Exercise
Pictures excluded, return every entry exactly, please.
┄┄┄┄┄┄
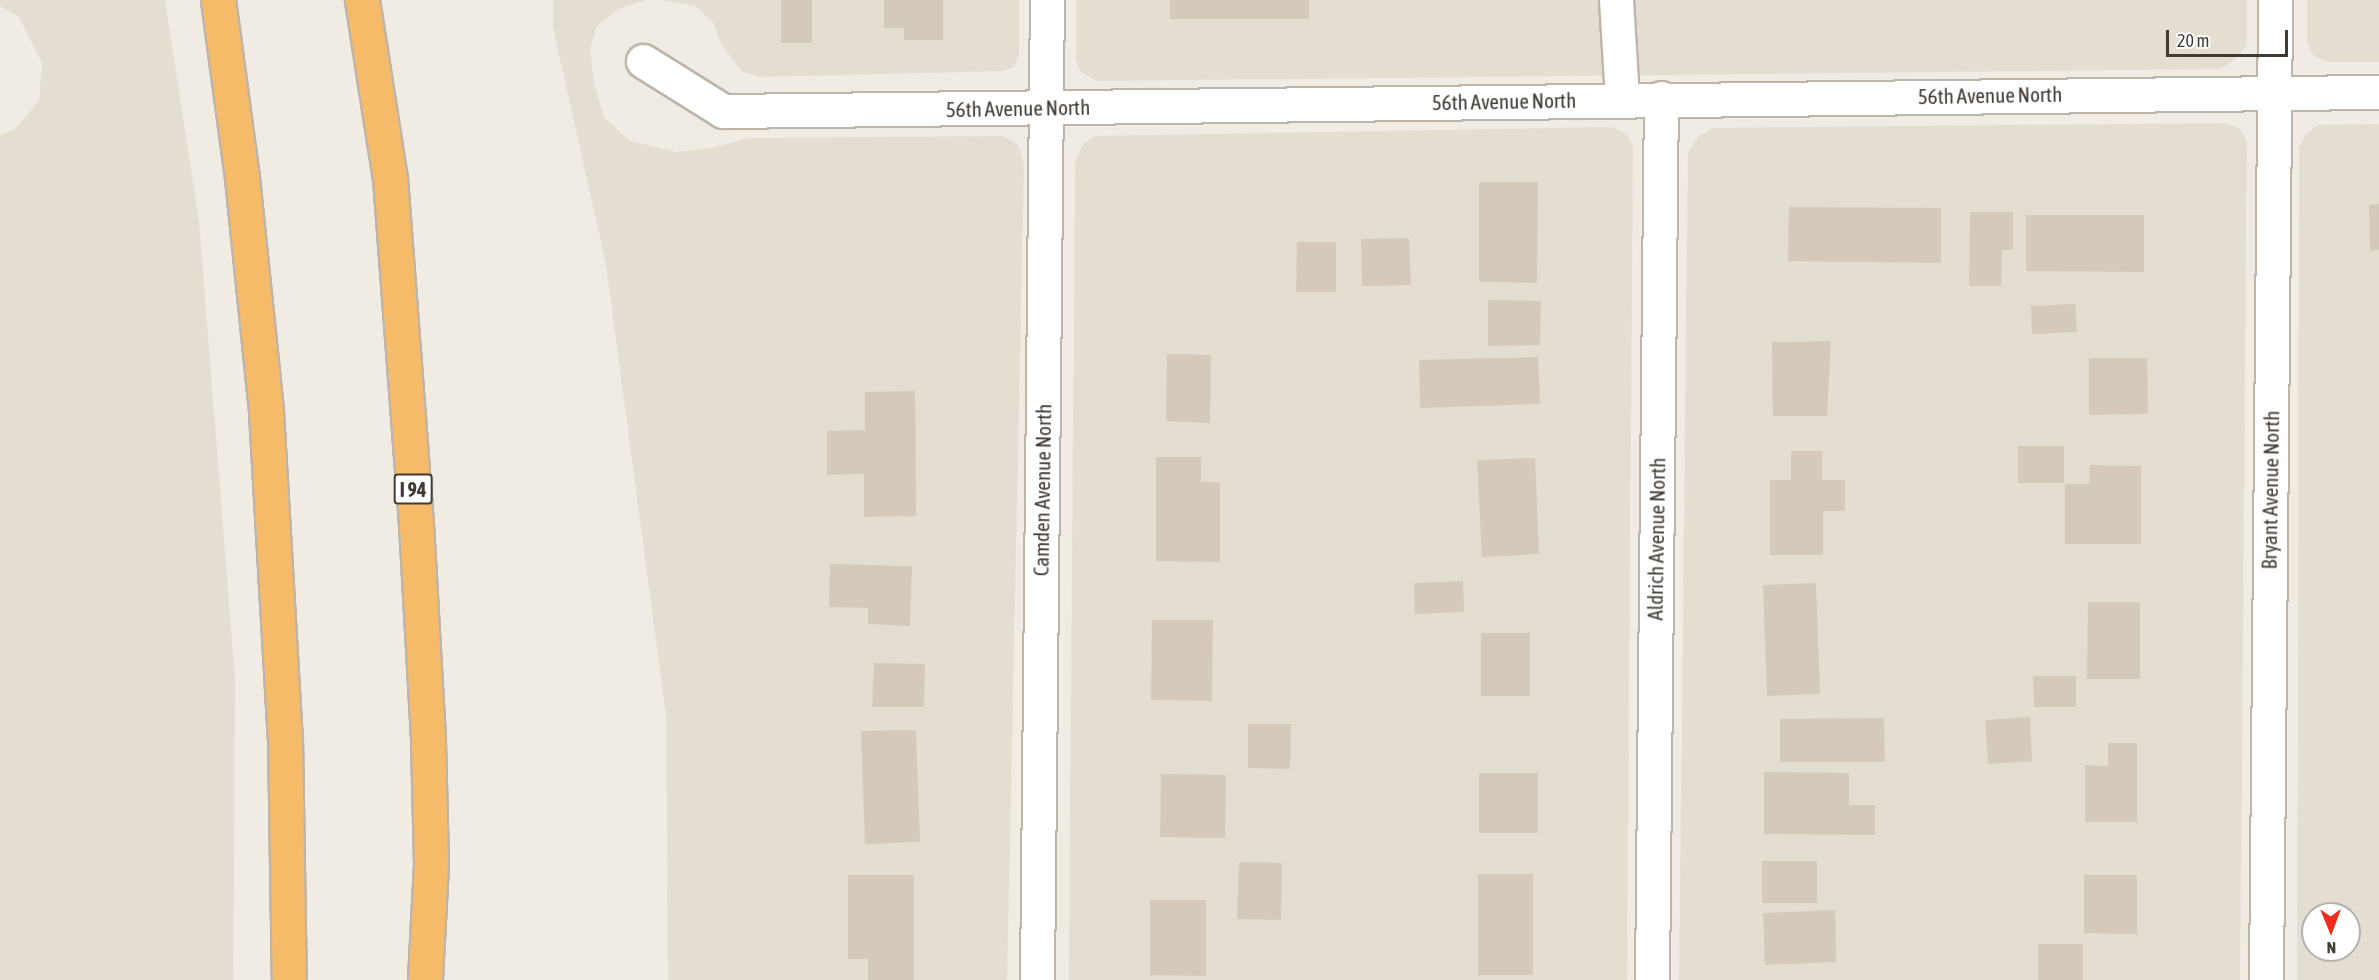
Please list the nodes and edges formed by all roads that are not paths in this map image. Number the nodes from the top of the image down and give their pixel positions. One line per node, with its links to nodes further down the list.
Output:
1 (218, 0): 12 (highway)
2 (362, 0): 13 (highway, I 94)
3 (1047, 0): 11 (street, Camden Avenue North)
4 (1616, 0): 10 (street)
5 (2275, 0): 7 (street, Bryant Avenue North)
6 (644, 61): 11 (street, 56th Avenue North)
7 (2274, 92): 8 (street, 56th Avenue North); 9 (street, 56th Avenue North); 16 (street, Bryant Avenue North)
8 (2379, 92)
9 (1660, 98): 10 (street, 56th Avenue North); 15 (street, Aldrich Avenue North)
10 (1622, 99): 11 (street, 56th Avenue North)
11 (1046, 108): 14 (street, Camden Avenue North)
12 (289, 980)
13 (425, 980)
14 (1037, 980)
15 (1652, 980)
16 (2266, 980)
┄┄┄┄┄┄
Task answer
Please list the nodes and edges formed by all roads that are not paths in this map image. Number the nodes from the top of the image down and give their pixel positions. One line per node, with its links to nodes further down the list.
Output:
1 (218, 0): 12 (highway)
2 (362, 0): 13 (highway, I 94)
3 (1047, 0): 11 (street, Camden Avenue North)
4 (1616, 0): 10 (street)
5 (2275, 0): 7 (street, Bryant Avenue North)
6 (644, 61): 11 (street, 56th Avenue North)
7 (2274, 92): 8 (street, 56th Avenue North); 9 (street, 56th Avenue North); 16 (street, Bryant Avenue North)
8 (2379, 92)
9 (1660, 98): 10 (street, 56th Avenue North); 15 (street, Aldrich Avenue North)
10 (1622, 99): 11 (street, 56th Avenue North)
11 (1046, 108): 14 (street, Camden Avenue North)
12 (289, 980)
13 (425, 980)
14 (1037, 980)
15 (1652, 980)
16 (2266, 980)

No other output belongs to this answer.